See, one thing I LOVE like kind of genuinely love about T is his resolution and firmness when it comes to his values, they might not always be in tune with mine but he does defend them quite veraciously, something I have yet to learn, I'm pretty easy to manipulate ngl. That said I can attest that that resolution can go into stubbornness pretty quickly.
Like I said he has really... Interesting takes on some things and I have realized that tho he will consider your input he most likely will not change his mind. This I could just look past but what I can't look past is (ironically) his past
He's told me before some "crazy" stuff (tho it might be mild for some of you) and by that I mean stories about his very pervasive anger issues. I've never seen them first hand at their full extent but I can see snippets thru the cracks when he can't fully control himself (he does try). Things like having to hit himself head (or face) first into walls to calm himself, using books when there's no walls he can crash out at, seeing a hole in his bedframe and him telling me he did it in a fit of anger by punching the thing, and then there's that time he told me the story of how he almost hit a guy with a bat in the head and missed him by merely centimeters. Shit is wild.
So again, I'm watching this video and whenever I see 4lec I see some of T in him. The mannerisms, the matter of fact way of speaking, the thoughts of the brain taking over their behavior, the resolution of "this is what was going to happen, this is what happened" and it honestly kind of shook me, it worries me that my friend (who's also lived very fucked up things and has some of that "I'm worthless" kind of discourse in his head) whit the wrong kind of push could become well... That.

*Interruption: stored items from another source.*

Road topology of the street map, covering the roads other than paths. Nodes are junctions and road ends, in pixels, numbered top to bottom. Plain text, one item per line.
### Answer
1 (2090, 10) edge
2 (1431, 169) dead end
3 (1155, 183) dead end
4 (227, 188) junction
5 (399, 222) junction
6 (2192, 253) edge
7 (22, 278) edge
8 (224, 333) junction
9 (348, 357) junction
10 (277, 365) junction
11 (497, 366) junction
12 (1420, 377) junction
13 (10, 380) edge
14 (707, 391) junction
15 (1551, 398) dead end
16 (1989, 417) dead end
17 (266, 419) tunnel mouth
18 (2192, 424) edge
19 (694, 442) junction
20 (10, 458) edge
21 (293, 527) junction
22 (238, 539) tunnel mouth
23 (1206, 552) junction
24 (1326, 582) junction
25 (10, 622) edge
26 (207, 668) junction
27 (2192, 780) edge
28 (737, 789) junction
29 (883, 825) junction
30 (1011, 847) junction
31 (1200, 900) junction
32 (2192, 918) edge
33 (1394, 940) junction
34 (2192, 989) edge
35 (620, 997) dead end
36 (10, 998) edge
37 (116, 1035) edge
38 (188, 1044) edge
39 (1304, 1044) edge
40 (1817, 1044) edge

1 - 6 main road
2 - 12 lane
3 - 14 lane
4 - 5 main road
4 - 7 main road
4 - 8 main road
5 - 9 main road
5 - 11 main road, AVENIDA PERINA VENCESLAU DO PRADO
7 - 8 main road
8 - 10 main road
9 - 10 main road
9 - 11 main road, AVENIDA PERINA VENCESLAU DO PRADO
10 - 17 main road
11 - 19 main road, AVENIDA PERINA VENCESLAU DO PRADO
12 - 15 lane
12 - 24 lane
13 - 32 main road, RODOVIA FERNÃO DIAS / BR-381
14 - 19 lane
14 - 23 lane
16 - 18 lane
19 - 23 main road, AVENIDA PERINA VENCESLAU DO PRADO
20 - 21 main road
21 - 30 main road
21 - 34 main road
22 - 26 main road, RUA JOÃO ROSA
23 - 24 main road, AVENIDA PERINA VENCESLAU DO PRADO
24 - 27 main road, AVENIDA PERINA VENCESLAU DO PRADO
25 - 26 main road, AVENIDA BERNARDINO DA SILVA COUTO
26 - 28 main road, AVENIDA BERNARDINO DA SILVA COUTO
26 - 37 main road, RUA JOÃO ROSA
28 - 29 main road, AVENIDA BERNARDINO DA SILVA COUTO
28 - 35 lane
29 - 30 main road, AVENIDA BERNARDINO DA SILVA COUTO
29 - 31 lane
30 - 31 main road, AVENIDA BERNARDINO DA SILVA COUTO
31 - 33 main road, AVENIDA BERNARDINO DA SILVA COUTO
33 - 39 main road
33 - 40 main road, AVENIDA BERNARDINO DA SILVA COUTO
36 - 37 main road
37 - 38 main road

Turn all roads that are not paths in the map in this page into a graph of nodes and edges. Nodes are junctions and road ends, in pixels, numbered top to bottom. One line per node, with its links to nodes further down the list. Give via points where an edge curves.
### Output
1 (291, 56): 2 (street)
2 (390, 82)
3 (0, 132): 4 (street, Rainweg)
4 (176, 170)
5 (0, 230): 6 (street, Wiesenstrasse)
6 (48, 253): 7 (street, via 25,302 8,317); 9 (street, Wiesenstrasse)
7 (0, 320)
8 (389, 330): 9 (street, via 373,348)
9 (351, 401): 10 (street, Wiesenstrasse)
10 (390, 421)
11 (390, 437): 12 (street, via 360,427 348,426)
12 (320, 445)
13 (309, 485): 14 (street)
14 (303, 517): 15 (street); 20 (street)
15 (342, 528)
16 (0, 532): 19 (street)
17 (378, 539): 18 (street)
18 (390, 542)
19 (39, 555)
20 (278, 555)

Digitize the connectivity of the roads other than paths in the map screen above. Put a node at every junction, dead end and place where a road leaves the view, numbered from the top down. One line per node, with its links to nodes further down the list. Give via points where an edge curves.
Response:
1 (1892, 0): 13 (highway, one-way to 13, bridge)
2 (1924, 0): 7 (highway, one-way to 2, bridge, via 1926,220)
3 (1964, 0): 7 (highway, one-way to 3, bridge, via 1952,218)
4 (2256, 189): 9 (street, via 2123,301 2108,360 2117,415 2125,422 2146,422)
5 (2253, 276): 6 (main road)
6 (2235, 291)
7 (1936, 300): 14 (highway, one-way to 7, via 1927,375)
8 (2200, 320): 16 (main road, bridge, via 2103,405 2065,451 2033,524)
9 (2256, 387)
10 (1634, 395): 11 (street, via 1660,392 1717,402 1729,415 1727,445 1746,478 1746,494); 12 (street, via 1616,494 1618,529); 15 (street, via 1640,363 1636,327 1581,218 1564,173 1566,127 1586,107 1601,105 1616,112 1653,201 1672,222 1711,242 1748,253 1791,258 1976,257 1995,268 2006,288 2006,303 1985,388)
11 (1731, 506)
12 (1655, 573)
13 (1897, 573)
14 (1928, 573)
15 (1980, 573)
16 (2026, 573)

This is not to say that I see red flags that he will absolutely without a shadow of a doubt make something similar happen, on one side there's his way of thinking and his possibilities (since he's kinda loaded, at least top three of people with most money in our friend group and I can see him obtaining a gun kind of easily) but on the other side there's the fact that he's really trying, that he has gotten better with those anger issues, that he has something going on for him and is a pretty talented and hardworking person, that he does look forward.
It's not that I'm scared that it will happen, I kind of don't think it will, it most likely disturbed me how much of my friend I saw in this crazy person and how one bad route and maybe us (the friend group) not being there for him could've... Changed his life, maybe even history.
I worry about my friends, in the sense that I love them so much is just difficult to accept that there's bad in them too.Â
Maybe I just need some sleep (-_-)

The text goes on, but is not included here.